A space-based method for the generation of a Schwartz function with infinitely many generalized vanishing moments with applications in image processing

TL;DR

This paper presents a novel space-based method to explicitly construct functions with infinitely many generalized vanishing moments, enhancing the detection of geometric features in image processing applications like the Taylorlet transform.

Contribution

It introduces a new explicit construction of functions with infinitely many vanishing moments using q-calculus, Euler function, and partition function, improving geometric feature detection.

Findings

Constructed a function with infinitely many generalized vanishing moments.

Enabled robust detection of higher-order geometric features.
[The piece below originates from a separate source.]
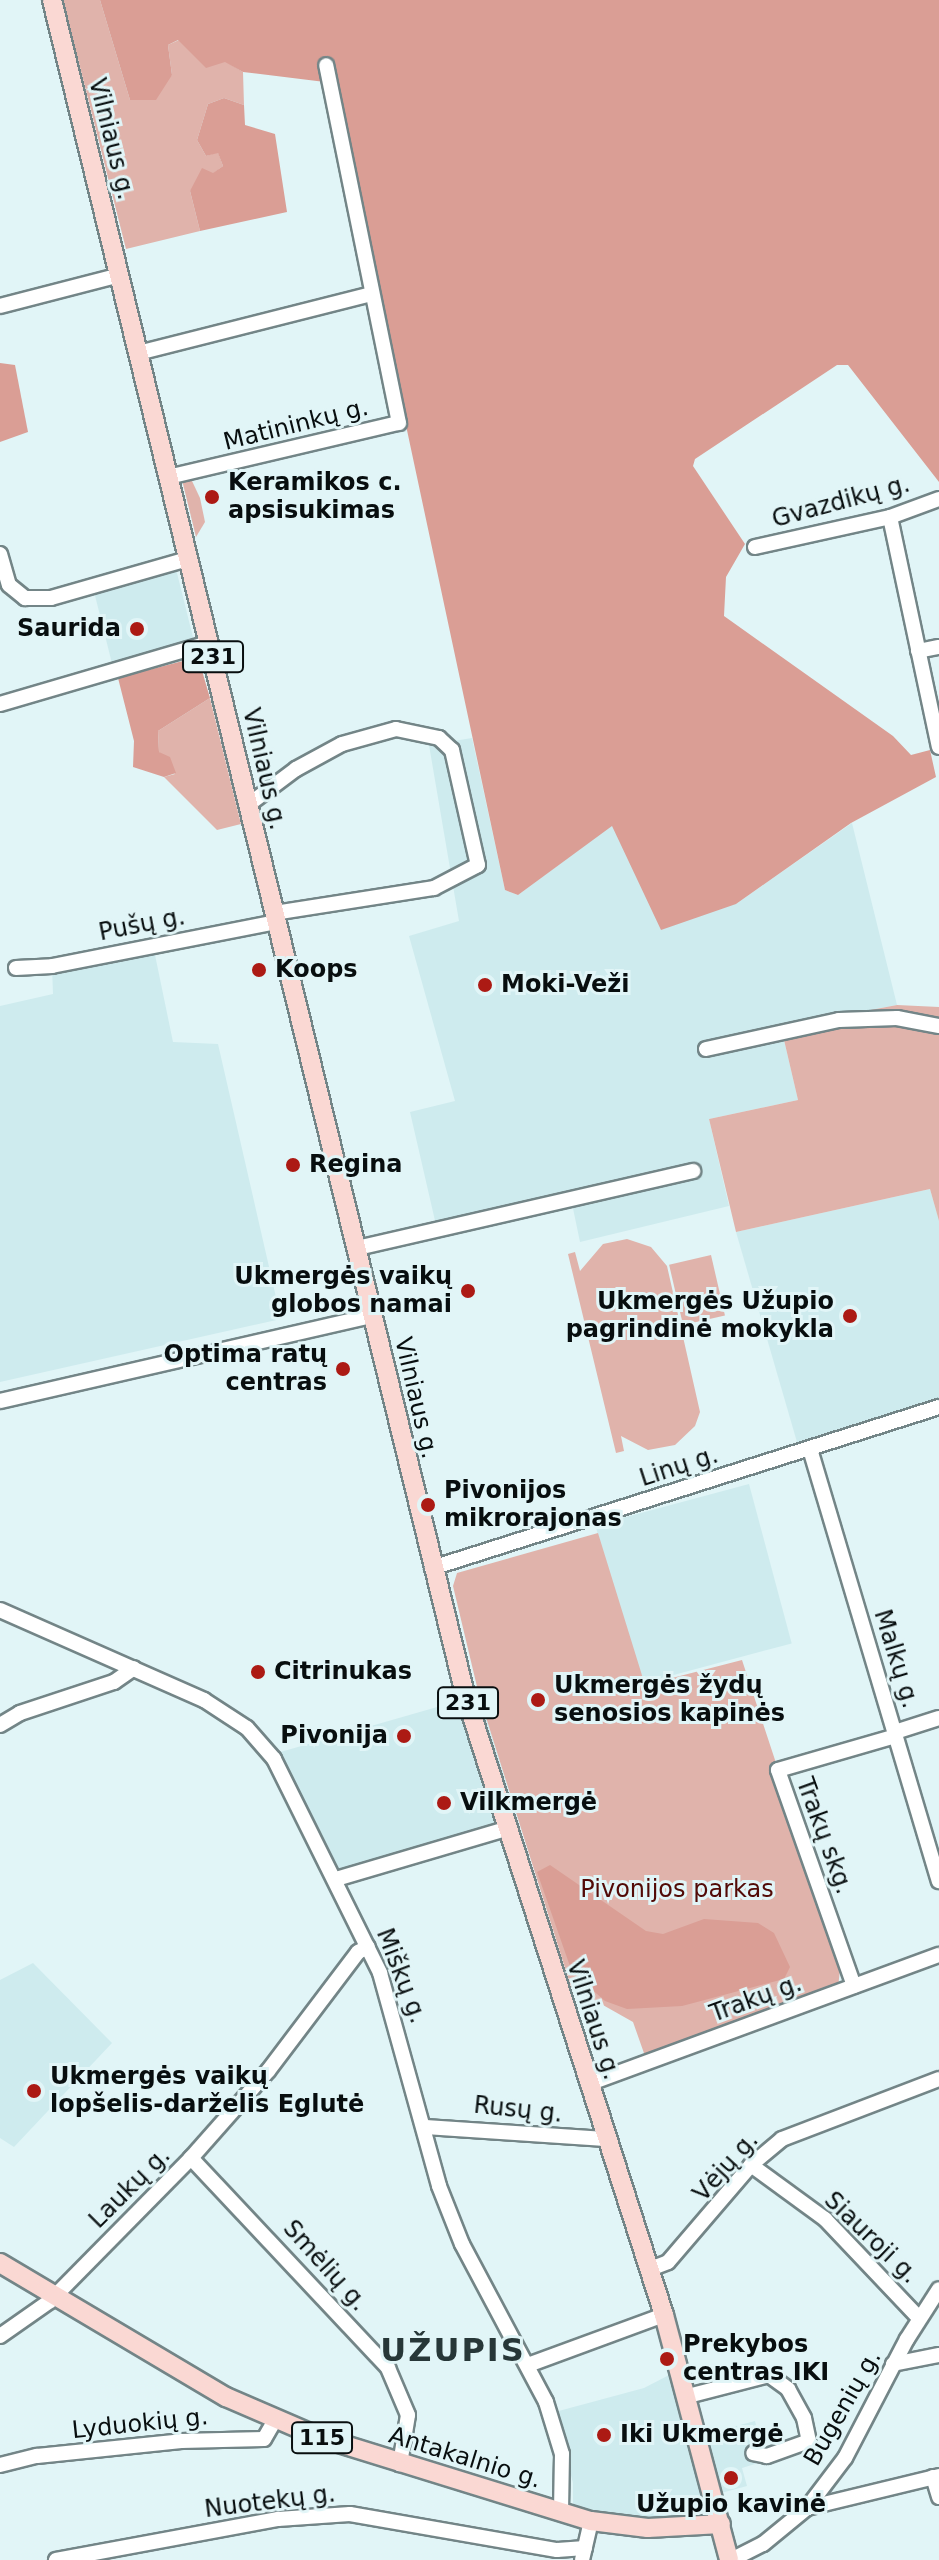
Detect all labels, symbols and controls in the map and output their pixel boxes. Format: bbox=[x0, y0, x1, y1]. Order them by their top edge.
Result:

Connected the construction to q-calculus and special functions.

Abstract

In this article we construct a function with infinitely many vanishing (generalized) moments. This is motivated by an application to the Taylorlet transform which is based on the continuous shearlet transform. It can detect curvature and other higher order geometric information of singularities in addition to their position and the direction. For a robust detection of these features a function with higher order vanishing moments, $\int_\mathbb{R} g(x^k)x^m dx = 0$, is needed. We show that the presented construction produces an explicit formula of a function with infinitely many vanishing moments of arbitrary order and thus allows for a robust detection of certain geometric features. The construction has an inherent connection to q-calculus, the Euler function and the partition function.